Beamforming is one of the most important steps in ultrasound B-mode imaging used to reconstruct the received echo from the imaged medium. The initial steps of DAS and FDMAS are identical. The RF signal that each element, i, receives in this case is the signal, $s_i\left(t\right)$. To calculate the required focusing delay, ${\tau }_i$, to temporarily align the signals received by each element, the following equation is used:

$${\tau }_i(x,\mathbf{Z})=\frac{(\mathbf{Z}cos{\theta }_n+xsin{\theta }_n+\frac{L_a}{2}sin{\theta }_n}{c}+\frac{\sqrt{{\mathbf{Z}}^2+(x_i-x^2)}}{c}$$

(4)

where x is the lateral location of the beamformed pixel with a step size of $\lambda$/3, and $\mathbf{Z}$ is the vector of axial pixel locations given by

$$\mathbf{Z}=\left[\begin{array}{c}{z}_1\\ z_2\\ ⋮\\ z_{depth}\end{array}\right]$$

(5)

c is the sound speed, $z_{depth}$ is the maximum imaging depth, and $x_i$ is the distance between the ith element and the centre of the transducer. The aligned RF signal, $v_i(x,\mathbf{Z})$, is the RF signal with the focusing delay compensated, $s_i(x,\mathbf{Z})$, and it can be expressed by the following equation:

$$v_i(x,\mathbf{Z})=s_i(t-{\tau }_i(x,\mathbf{Z}))$$

(6)

The aligned signals in DMAS, as opposed to DAS, undergo a procedure similar to autocorrelation, which is denoted by the equation:

$$r_{DMAS}(x,\mathbf{Z})=\sum _{i=1}^{E-1}\sum _{m=i+1}^{E}sgn\left\{v_i(x,\mathbf{Z})v_m(x,\mathbf{Z})\right\}\times \sqrt{\left(\right|v_i(x,\mathbf{Z})v_m(x,\mathbf{Z})|}$$

(7)

where $m=i+1$ is the aligned RF signal at the mth element and E is the total number of elements on the imaging probe. The second-harmonic and direct-current (DC) components are created by multiplying two RF signals with the same frequency. In order to extract the second-harmonic from $r_{DMAS}(x,\mathbf{Z})$, a BPF is used. As a result, $r_{FDMAS}(x,\mathbf{Z})$ is produced. To create a vertical imaging line, l, at a specified lateral location x, a number of time delays are determined for each depth $\mathbf{Z}$.
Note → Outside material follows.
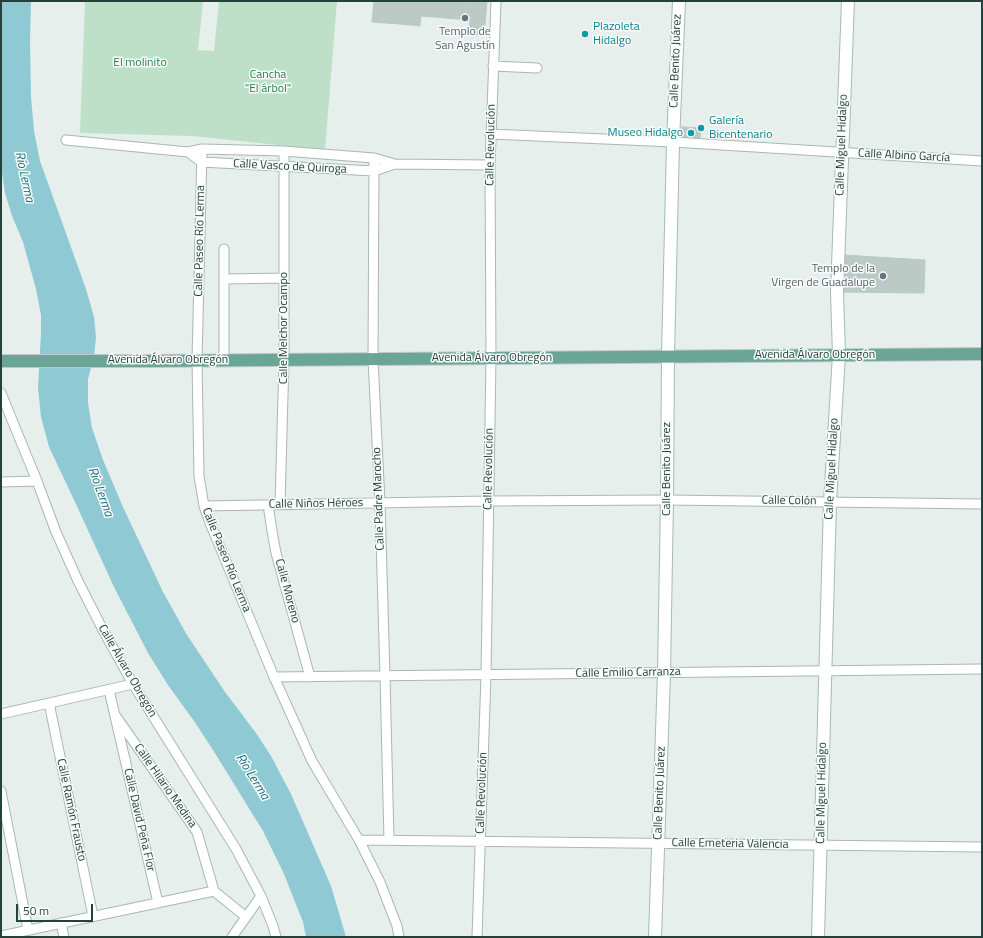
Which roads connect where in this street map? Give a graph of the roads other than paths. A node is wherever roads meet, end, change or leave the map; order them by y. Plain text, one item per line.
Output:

2.3. Filtered-Multiply-and-Sum (FMAS) Compounding

Following DAS beamforming for individual steered plane waves, the FMAS compounding procedure is performed. The beamformed RF frames are autocorrelated to generate the multiply-and-sum (MAS) frames, as opposed to the traditional compounding process, which involves adding and averaging all the steered plane waves after beamforming. The following is the MAS equation:

$$Co{m}_{MAS}=\sum _{n=}^{N-1}\sum _{k=n+1}^{N}sgn\left\{V_n\left(t\right)V_k\left(t\right)\right\}\times \sqrt{|V_n\left(t\right)V_k\left(t\right)|}$$

(8)

where $V\left(t\right)$ denotes a collection of aligned RF signals $v_i\left(t\right)$ ($i=$ 1 to 128) for each directed plane wave. The method is comparable to how the autocorrelation function works. The proposed method is faster than FDMAS because the number of multiplications, B, involved in the autocorrelation for FMAS is equal to the number of compounding angles of N as indicated by

$$B=\frac{N^2-N}{2}$$

(9)

To generate a filtered-multiply-and-sum (FMAS) compounded signal, the RF signals obtained from MAS must be band-pass-filtered. The explanation is the same as in FDMAS, where two separate frequency spectra (DC and second-harmonic) are formed by multiplying two RF signals with the same frequency [16] (the 6th figure in Section 3 exhibits the related frequency components). The RF signals are then filtered, Hilbert transformed for envelope detection and log-compressed to generate the B-mode image.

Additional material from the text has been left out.